** DATA EXCERPTS follows **
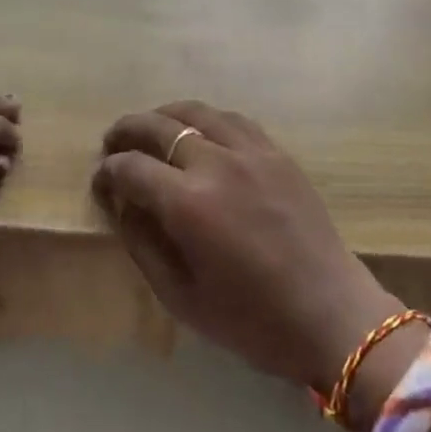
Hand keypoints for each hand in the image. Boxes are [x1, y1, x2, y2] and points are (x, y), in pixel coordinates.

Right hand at [93, 101, 399, 393]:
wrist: (330, 313)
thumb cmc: (251, 319)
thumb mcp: (181, 297)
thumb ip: (143, 244)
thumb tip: (122, 205)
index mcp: (188, 203)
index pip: (132, 168)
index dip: (108, 171)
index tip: (100, 181)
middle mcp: (216, 163)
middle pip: (159, 126)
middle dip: (127, 130)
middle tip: (112, 142)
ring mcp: (251, 151)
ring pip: (196, 112)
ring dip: (165, 116)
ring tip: (150, 129)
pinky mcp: (276, 152)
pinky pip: (232, 119)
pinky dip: (205, 118)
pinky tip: (199, 132)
** End of DATA EXCERPTS **
*YOUR OBJECTIVE*
Starting at the line with "middle tip: (112, 142)", copy every line down to the last one above, exactly as written and with nothing else.

*TASK SOLUTION*
middle tip: (112, 142)
ring mcp: (251, 151)
ring pip: (196, 112)
ring dip: (165, 116)
ring tip: (150, 129)
pinky mcp: (276, 152)
pinky pip: (232, 119)
pinky dip: (205, 118)
pinky tip: (199, 132)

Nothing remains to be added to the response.